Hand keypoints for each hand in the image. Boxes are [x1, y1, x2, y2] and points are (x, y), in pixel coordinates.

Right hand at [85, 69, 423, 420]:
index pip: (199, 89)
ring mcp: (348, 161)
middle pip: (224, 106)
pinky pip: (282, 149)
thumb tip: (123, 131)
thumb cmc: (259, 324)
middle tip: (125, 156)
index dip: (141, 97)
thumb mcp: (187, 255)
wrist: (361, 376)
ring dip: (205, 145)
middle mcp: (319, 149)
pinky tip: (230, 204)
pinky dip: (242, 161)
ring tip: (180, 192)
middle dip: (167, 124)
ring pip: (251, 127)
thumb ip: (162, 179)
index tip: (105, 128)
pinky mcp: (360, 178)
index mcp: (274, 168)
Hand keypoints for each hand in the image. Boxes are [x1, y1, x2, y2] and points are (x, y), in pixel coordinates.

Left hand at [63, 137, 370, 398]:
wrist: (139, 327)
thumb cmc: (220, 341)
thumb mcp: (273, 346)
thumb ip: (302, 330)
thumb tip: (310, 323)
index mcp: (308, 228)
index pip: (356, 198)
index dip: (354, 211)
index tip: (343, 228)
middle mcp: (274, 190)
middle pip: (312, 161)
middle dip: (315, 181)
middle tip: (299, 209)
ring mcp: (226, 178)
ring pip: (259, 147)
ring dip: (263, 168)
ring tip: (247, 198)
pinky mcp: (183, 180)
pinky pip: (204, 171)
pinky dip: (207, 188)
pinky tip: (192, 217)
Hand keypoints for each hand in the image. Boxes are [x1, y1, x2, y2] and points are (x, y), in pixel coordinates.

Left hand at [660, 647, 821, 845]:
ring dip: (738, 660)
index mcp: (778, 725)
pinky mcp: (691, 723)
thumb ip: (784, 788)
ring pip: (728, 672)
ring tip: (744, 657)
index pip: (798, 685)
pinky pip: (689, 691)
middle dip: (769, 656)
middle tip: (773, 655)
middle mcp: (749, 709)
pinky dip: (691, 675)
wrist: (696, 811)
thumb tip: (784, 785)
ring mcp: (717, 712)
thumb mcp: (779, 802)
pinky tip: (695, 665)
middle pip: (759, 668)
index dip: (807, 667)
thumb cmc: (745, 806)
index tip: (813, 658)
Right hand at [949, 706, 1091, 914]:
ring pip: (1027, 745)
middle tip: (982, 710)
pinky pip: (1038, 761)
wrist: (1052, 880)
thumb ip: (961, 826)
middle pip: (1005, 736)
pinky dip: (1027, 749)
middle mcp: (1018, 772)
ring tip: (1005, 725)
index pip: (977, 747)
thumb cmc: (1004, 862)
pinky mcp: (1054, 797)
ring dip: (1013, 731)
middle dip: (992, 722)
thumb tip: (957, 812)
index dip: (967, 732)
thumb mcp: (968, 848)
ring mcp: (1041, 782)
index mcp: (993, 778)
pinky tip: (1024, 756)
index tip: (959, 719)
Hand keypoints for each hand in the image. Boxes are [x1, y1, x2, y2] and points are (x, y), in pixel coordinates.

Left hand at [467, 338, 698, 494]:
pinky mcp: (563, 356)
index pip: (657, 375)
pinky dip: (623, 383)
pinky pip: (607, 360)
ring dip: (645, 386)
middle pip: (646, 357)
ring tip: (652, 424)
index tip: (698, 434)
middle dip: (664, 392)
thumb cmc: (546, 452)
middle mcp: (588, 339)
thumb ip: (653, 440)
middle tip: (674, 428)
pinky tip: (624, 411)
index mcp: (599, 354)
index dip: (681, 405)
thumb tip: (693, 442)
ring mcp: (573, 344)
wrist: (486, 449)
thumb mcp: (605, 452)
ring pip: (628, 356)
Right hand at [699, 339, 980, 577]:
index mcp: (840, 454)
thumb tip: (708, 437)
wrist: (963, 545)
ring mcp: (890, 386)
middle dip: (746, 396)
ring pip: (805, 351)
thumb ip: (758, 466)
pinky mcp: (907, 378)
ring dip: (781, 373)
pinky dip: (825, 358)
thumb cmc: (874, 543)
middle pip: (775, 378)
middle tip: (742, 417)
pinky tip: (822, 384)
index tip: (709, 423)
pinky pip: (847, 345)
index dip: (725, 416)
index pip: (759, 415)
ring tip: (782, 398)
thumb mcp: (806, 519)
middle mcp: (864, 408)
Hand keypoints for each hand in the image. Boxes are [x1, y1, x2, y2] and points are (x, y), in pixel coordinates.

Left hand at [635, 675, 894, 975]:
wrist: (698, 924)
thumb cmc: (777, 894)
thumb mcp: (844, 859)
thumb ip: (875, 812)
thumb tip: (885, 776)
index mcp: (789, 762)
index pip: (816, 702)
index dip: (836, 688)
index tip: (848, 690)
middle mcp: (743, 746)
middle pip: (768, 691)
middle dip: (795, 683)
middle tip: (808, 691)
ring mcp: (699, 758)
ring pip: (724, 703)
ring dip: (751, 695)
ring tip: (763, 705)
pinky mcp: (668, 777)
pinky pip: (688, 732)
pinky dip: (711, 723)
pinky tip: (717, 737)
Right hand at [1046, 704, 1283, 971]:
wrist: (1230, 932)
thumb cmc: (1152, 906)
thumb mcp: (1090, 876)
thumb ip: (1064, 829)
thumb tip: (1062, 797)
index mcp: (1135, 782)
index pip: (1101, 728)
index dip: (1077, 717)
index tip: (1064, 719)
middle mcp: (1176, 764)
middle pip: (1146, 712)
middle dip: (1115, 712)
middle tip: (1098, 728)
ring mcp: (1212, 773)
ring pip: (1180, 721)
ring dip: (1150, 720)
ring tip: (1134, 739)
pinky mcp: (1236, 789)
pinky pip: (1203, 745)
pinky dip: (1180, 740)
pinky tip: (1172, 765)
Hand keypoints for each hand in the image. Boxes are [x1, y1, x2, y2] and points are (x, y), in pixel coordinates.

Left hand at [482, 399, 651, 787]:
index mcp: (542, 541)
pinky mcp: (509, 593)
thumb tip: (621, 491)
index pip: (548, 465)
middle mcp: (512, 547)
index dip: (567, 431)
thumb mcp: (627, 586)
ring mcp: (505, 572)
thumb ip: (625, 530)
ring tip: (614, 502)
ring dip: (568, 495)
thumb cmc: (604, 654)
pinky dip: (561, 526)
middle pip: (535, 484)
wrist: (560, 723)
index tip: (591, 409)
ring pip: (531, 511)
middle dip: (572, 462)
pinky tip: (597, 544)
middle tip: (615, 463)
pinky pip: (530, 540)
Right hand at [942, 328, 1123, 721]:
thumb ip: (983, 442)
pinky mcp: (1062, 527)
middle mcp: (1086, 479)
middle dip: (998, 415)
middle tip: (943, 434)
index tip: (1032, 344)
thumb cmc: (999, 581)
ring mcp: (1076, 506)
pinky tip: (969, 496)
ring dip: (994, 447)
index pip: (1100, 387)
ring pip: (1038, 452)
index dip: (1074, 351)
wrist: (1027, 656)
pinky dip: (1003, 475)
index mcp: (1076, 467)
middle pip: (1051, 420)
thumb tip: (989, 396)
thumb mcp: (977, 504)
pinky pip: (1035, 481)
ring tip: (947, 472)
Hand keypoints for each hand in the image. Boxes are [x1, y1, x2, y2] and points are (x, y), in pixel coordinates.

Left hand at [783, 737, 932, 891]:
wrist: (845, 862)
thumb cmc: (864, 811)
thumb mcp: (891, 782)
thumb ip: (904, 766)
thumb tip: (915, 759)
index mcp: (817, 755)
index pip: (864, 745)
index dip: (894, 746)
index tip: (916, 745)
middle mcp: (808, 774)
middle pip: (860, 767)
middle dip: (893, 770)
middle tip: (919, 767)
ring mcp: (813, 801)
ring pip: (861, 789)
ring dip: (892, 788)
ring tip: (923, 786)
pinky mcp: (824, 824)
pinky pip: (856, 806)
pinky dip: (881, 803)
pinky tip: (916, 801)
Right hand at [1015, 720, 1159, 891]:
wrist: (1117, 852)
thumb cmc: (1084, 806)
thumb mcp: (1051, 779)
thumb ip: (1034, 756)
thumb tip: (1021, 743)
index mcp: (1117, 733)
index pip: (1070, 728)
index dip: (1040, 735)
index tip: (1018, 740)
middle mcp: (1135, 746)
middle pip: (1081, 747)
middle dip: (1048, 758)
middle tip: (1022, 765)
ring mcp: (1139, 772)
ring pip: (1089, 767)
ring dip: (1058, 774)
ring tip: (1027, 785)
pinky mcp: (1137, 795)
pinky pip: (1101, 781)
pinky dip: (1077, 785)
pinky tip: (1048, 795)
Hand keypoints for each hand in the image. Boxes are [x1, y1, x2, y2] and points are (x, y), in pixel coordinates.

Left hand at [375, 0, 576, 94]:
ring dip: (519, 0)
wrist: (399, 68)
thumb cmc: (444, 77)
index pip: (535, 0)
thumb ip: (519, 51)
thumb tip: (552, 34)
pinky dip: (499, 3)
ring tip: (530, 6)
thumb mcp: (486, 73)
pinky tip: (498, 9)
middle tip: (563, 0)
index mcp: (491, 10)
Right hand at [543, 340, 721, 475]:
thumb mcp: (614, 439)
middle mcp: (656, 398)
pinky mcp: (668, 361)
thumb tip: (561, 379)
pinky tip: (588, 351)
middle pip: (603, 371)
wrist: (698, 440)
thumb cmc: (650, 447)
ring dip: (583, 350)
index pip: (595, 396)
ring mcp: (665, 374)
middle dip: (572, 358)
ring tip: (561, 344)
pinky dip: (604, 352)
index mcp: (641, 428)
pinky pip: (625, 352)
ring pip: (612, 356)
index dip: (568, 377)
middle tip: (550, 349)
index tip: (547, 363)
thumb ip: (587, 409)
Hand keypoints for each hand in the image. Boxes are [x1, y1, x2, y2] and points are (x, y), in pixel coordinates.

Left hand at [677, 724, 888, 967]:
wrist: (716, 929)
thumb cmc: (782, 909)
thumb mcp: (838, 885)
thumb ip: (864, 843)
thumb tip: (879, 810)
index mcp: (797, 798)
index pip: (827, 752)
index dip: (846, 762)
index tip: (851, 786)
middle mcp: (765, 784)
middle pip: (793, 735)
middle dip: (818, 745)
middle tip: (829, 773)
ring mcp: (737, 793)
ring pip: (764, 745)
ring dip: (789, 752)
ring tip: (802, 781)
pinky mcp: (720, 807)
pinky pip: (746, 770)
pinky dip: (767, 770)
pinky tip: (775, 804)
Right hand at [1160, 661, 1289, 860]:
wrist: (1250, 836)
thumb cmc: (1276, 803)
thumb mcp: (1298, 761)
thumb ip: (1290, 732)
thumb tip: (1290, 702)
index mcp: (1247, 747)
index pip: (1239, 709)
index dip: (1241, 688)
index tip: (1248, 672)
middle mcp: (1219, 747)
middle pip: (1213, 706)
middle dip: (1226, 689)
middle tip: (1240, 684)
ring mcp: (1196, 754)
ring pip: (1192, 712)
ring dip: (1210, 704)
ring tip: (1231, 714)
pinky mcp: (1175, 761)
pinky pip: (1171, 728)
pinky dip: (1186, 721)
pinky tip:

__YOUR OBJECTIVE__
Go through the entries and return each line where the word "Left" occurs.

__SOLVED EXERCISE__
Left hand at [63, 137, 370, 398]:
Left hand at [660, 647, 821, 845]:
Left hand at [467, 338, 698, 494]:
Left hand at [635, 675, 894, 975]:
Left hand at [482, 399, 651, 787]:
Left hand at [783, 737, 932, 891]:
Left hand at [375, 0, 576, 94]:
Left hand at [677, 724, 888, 967]:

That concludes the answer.